For many Australians January 26th represents a day off work, an invite to many barbeques and an opportunity to celebrate some of the quirks of Australian culture. For those of us critical of the use of nationalism as a political tool, the jingoism displayed in this day is tedious and frustrating. But for many of the 3% of the population who are Aboriginal, the day represents something far more sinister and profound.
The story of Australia’s history told in official Australia Day accounts perpetuates the myth that Australia was founded and peacefully settled by British colonisers. The date of the holiday was chosen to coincide with the arrival of the British First Fleet in 1788. The Australia Day version of history serves to erase the brutal reality of Australia’s construction. For Australia’s First Nations – who represent the oldest continuing civilisations in human history – January 26th marks the beginning of a brutal genocide that saw the murder of hundreds of thousands of Aboriginal people. Many aspects of this genocide continue today.
Celebrating Australia Day as a day of national unity necessitates the erasure Aboriginal history and identity. The truth of any capitalist nation is that not all citizens are equal and this is especially the case in Australia. As a British colonial outpost in far Asia, Australia was consciously constructed as a white nation to the exclusion of all others. This began with the slaughter of Aboriginal people. While the explicitly racist ‘White Australia’ policy formally ended in 1973, its legacy continues. The racism and xenophobia directed towards different waves of immigrants over the years is clear evidence of this.
Some argue Australia Day is about celebrating “what is good about this country”, not the genocide of Aboriginal people. But it is not possible to separate the two. The whole basis of Australian economic prosperity, typified by billionaire mining barons and huge agricultural companies, is based on forced land dispossession. Much of the land was taken after the Indigenous inhabitants were killed. Many of those who were lucky enough to survive were forced onto missions where they were abused, forced into unpaid labour and had their children stolen from them.
This dispossession is not just a tragedy of the past, as many claim. The ongoing Northern Territory Intervention has seen the destruction and relocation of entire communities, forcing Aboriginal people off mineral rich land for mining companies to freely exploit. Former Prime Minister Tony Abbott’s infamous comment that living in a remote Aboriginal community is an unjustified lifestyle choice was the latest in a long history of the Australian ruling elite viewing Aboriginal people as both a nuisance and a convenient scapegoat.
The truth is that the survival of Aboriginal people is a threat to Australian capitalism. An acknowledgement of the wrongs committed against Aboriginal people raises the question of how to right those wrongs. Specifically, it raises the question of rightful ownership of land and resources. It is not by accident that the Aboriginal rights movement has historically been focused on land rights.
Such questions poke at the heart of the blatant injustice and inequality of the capitalist system. On what basis do landlords, miners and agriculturalists claim ownership of land? On what legitimacy is private property acquired? Why do the rich have everything and the rest of us have next to nothing?

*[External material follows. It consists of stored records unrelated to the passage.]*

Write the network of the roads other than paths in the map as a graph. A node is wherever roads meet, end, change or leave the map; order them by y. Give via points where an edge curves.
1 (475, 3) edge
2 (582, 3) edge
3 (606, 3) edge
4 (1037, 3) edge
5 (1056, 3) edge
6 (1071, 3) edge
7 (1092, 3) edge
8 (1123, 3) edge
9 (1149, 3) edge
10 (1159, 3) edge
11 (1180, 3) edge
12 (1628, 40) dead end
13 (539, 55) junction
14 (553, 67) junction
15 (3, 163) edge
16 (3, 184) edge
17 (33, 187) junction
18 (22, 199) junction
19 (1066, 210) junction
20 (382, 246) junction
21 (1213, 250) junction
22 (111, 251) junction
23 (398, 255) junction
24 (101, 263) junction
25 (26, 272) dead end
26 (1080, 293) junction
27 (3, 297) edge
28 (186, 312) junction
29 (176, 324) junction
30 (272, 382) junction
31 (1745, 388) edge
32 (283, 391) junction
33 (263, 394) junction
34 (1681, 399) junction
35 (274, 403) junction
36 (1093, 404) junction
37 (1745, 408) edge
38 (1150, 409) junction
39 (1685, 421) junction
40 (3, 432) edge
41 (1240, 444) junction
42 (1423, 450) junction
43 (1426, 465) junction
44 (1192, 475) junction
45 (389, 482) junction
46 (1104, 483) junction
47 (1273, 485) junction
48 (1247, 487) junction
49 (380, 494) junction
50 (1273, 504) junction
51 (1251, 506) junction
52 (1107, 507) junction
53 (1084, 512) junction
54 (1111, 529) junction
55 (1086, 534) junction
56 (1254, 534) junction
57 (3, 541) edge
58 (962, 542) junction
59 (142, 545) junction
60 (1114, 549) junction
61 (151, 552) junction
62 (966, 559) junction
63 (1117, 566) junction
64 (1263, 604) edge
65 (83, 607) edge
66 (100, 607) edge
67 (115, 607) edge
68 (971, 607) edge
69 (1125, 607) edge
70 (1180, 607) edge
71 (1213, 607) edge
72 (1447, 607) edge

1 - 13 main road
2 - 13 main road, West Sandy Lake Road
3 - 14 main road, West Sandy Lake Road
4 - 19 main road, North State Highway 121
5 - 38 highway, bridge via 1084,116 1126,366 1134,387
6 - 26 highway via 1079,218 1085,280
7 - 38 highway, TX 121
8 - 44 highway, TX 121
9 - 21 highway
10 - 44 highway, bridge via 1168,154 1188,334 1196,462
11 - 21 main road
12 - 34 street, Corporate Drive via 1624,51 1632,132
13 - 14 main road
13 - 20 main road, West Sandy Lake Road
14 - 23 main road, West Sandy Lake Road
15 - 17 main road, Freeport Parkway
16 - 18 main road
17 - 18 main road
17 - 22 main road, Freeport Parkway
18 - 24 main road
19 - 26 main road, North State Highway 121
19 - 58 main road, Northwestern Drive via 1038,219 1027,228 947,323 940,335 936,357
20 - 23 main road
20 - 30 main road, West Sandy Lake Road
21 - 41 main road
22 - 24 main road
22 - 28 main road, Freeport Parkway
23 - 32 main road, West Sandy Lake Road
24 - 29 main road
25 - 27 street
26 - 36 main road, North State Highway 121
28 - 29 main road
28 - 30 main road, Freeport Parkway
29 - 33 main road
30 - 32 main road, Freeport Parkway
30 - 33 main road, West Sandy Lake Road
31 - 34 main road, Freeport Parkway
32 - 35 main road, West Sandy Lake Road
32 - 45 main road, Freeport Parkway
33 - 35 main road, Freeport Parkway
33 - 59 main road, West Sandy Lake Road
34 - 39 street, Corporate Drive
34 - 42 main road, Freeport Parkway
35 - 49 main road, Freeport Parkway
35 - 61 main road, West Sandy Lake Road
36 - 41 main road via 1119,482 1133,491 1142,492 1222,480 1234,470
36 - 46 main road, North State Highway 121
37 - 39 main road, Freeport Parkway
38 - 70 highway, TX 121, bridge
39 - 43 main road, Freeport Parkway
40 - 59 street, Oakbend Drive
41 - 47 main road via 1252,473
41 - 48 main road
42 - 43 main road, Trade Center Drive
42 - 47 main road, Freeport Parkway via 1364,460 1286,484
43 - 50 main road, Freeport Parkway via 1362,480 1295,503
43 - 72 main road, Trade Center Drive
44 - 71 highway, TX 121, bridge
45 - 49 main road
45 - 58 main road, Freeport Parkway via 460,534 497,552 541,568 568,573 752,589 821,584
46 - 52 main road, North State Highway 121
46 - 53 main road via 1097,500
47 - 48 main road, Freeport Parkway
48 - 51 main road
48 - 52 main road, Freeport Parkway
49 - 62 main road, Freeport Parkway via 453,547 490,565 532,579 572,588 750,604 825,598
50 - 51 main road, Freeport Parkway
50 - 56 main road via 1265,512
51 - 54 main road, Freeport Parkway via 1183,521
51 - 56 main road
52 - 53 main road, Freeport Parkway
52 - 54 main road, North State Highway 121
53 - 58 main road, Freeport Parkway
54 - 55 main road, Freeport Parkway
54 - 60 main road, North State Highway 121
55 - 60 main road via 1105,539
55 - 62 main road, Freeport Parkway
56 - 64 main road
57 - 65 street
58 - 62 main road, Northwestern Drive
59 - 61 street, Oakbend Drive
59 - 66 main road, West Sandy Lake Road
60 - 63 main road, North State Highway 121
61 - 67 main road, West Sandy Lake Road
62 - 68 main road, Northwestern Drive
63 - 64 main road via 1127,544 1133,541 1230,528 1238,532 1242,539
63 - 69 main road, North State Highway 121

It is in the interests of all ordinary Australians to stand with Aboriginal activists and ask these questions. Ultimately, the solution to exclusion and dispossession is reappropriation and collective ownership. But such a radical solution will only be possible if we are able to unite together against the rich and powerful capitalist class. This will require developing a movement with a vision for a new way of creating and distributing wealth that can address the wrongs of the past as well as plan for a future that can provide for all. This future is socialism and we need to start the fight for it now. We all have a stake in this fight.